Империя, когда-то вздернувшая Россию на дыбы, а затем пропустившая время умело «ослабить поводья», — рухнула. Начальство ушло, и у государственного руля в трагичнейшую минуту нашей национальной истории внезапно очутилась сама русская интеллигенция — со всеми ее навыками, со всеми ее идеями, со всем ее прошлым.

Я никогда не забуду одного московского впечатления тех весенних, мартовских дней, первых дней свободы. — Оживленная, радостно гудящая улица. Среди бесконечных грузовиков с солдатами, весело приветствовавшихся толпой, вдруг появились два или три силуэта, вызвавшие повсюду особенный восторг, усиленные приветствия, исключительно бурный энтузиазм. Умиленный, прерывающийся шепот слышался повсюду по мере их приближения: — «это из тюрьмы, освобожденные узники, еще 905 года, и раньше…» И пели марсельезу — тогда еще «Интернационал» не приехал, — и самозабвенно кричали «ура»…

Автомобили поравнялись со мною, и я увидел этих людей. Каким-то странным и в то же время уместным, волнующим контрастом выделялись они на фоне всеобщего торжества и весеннего опьянения. Бледные, исхудавшие, «прозрачные» лица, большинство еще в арестантских халатах, — глаза блестящие, словно ослепленные неожиданным светом, устремленные поверх толпы, поверх действительности, куда-то вдаль, в пространство, и даже за грани пространства —

За пределы предельного,
В бездну светлой безбрежности.

«Исступленные», — как их гениально определил в свое время Достоевский…

Из тюрьмы, из мрака многолетнего заключения, они сразу устремлялись на вершины политической власти. Из Бутырок при радостных криках толпы они проехали прямо в Кремль.

4

История вручила им судьбу России. С каторги, из недр сибирских захолустий, из душных эмигрантских кофеен Парижа и Женевы, с восточных кварталов Нью-Йорка — отовсюду потянулись к русским столицам любимые сыны русской интеллигенции, ее герои и мученики, обретшие, наконец, право свое. И лозунги подполья превратились в программу власти.

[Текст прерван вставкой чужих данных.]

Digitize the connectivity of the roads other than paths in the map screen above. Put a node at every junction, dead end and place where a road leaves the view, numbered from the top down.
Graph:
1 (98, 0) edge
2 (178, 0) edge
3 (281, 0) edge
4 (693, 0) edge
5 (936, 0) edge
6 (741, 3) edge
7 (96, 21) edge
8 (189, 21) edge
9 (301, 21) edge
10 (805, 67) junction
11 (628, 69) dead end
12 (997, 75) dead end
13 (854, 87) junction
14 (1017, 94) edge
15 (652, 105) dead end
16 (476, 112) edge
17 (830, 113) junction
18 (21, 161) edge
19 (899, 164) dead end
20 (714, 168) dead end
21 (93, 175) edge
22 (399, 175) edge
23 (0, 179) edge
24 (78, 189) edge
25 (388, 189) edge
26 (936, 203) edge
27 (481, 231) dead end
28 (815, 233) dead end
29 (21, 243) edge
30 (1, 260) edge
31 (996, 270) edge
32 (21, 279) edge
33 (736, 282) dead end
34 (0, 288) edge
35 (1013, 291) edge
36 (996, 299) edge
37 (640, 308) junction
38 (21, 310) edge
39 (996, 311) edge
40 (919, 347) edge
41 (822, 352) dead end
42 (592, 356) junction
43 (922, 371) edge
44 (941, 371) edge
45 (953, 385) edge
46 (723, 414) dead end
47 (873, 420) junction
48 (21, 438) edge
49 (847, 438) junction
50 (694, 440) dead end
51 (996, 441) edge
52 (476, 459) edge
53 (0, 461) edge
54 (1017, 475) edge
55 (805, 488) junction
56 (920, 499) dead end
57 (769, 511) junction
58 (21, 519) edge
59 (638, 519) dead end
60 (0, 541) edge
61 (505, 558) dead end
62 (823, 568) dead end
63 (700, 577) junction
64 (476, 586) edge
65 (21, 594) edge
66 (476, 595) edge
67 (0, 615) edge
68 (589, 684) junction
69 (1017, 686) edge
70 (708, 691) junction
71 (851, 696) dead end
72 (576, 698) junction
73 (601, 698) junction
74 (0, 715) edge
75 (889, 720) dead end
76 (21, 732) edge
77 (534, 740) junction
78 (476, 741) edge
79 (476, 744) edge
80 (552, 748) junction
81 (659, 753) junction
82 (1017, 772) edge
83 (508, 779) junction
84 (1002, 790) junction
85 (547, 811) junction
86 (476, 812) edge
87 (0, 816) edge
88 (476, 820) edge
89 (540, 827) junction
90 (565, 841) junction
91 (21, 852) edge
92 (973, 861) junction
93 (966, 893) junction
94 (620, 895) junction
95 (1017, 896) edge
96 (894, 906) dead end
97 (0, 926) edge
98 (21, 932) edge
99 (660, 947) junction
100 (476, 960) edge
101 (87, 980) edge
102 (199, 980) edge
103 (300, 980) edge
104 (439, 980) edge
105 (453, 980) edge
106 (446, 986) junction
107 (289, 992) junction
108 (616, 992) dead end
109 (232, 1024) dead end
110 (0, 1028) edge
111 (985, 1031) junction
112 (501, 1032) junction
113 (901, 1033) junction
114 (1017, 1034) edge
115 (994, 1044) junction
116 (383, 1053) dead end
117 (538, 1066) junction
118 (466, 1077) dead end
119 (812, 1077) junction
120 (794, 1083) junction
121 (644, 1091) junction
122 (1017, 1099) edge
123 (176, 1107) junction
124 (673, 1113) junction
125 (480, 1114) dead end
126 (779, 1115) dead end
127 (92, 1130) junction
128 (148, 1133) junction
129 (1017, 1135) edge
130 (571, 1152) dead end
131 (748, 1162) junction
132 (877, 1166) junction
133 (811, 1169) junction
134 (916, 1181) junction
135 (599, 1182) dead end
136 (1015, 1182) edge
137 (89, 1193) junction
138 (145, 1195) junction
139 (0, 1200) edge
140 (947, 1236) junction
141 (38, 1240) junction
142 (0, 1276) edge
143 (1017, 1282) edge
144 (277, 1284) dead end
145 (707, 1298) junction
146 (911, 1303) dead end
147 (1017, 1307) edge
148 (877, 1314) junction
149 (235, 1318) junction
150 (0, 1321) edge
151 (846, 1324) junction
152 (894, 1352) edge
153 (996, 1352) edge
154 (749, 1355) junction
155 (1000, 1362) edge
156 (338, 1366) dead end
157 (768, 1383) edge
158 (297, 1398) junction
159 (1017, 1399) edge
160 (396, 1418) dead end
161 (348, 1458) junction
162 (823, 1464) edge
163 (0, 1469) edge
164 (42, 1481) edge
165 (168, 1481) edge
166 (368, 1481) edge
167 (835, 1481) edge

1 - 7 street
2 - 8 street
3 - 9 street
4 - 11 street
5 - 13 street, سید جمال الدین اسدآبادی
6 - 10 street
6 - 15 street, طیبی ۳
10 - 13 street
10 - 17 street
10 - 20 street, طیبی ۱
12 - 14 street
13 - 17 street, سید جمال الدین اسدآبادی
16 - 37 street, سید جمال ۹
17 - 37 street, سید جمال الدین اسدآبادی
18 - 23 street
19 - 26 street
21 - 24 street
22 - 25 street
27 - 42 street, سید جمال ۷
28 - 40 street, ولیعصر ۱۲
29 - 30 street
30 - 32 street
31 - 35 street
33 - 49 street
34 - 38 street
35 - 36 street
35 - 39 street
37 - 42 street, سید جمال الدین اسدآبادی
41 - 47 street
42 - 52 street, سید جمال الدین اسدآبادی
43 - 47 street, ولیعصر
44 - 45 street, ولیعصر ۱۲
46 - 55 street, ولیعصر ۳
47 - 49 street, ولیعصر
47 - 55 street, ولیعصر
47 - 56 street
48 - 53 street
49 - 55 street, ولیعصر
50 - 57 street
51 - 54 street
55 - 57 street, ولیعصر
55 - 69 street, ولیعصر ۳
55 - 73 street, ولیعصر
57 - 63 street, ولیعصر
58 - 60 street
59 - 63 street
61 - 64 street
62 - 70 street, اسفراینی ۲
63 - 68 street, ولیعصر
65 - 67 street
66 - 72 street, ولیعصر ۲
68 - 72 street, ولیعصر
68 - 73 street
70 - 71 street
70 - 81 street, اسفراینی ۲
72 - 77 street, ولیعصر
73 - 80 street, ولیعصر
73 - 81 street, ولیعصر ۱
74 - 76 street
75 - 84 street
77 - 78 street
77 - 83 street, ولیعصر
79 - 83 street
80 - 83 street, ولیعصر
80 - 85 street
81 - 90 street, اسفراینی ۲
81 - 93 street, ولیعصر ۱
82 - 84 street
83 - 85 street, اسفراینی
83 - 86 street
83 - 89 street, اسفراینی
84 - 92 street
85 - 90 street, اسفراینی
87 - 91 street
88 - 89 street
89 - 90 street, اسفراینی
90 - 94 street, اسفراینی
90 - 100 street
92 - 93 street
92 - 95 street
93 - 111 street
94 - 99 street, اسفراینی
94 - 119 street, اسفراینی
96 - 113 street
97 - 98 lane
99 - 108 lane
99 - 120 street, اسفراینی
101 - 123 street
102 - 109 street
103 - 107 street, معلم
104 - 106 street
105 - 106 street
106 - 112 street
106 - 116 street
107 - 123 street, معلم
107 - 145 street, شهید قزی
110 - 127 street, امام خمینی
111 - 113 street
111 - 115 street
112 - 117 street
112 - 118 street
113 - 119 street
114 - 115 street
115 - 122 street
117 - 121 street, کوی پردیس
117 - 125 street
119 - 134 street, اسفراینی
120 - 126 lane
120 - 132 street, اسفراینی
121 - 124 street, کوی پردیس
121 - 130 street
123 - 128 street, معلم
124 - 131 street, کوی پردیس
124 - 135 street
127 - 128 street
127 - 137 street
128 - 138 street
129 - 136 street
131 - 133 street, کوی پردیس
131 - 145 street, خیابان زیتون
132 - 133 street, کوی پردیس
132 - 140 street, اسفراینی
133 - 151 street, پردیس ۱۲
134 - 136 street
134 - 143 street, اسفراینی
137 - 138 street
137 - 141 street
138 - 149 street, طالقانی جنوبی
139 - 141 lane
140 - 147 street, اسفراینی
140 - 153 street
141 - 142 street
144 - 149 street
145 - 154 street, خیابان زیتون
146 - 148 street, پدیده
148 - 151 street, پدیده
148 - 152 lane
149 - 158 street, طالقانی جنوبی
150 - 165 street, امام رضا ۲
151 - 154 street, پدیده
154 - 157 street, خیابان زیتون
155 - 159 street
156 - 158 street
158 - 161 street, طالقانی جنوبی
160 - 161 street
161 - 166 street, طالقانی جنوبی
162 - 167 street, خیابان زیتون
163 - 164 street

Правда, в течение первых недель февральско-мартовского переворота эти лозунги подпольных людей еще выдержали краткую борьбу с теми группами русской общественности, которых опыт первой революции и великой войны уже успел несколько отклонить от ортодоксального символа интеллигентской веры. Но и здесь, как в эпизоде с «Вехами», победила традиция, да и сами новаторы, впрочем, оказались весьма сговорчивыми, нетвердыми в своем «ревизионизме»: недаром же непротивленческое правительство князя Львова выслало почетный караул навстречу Ленину после его эффектного переезда Женева — Берлин — Петроград…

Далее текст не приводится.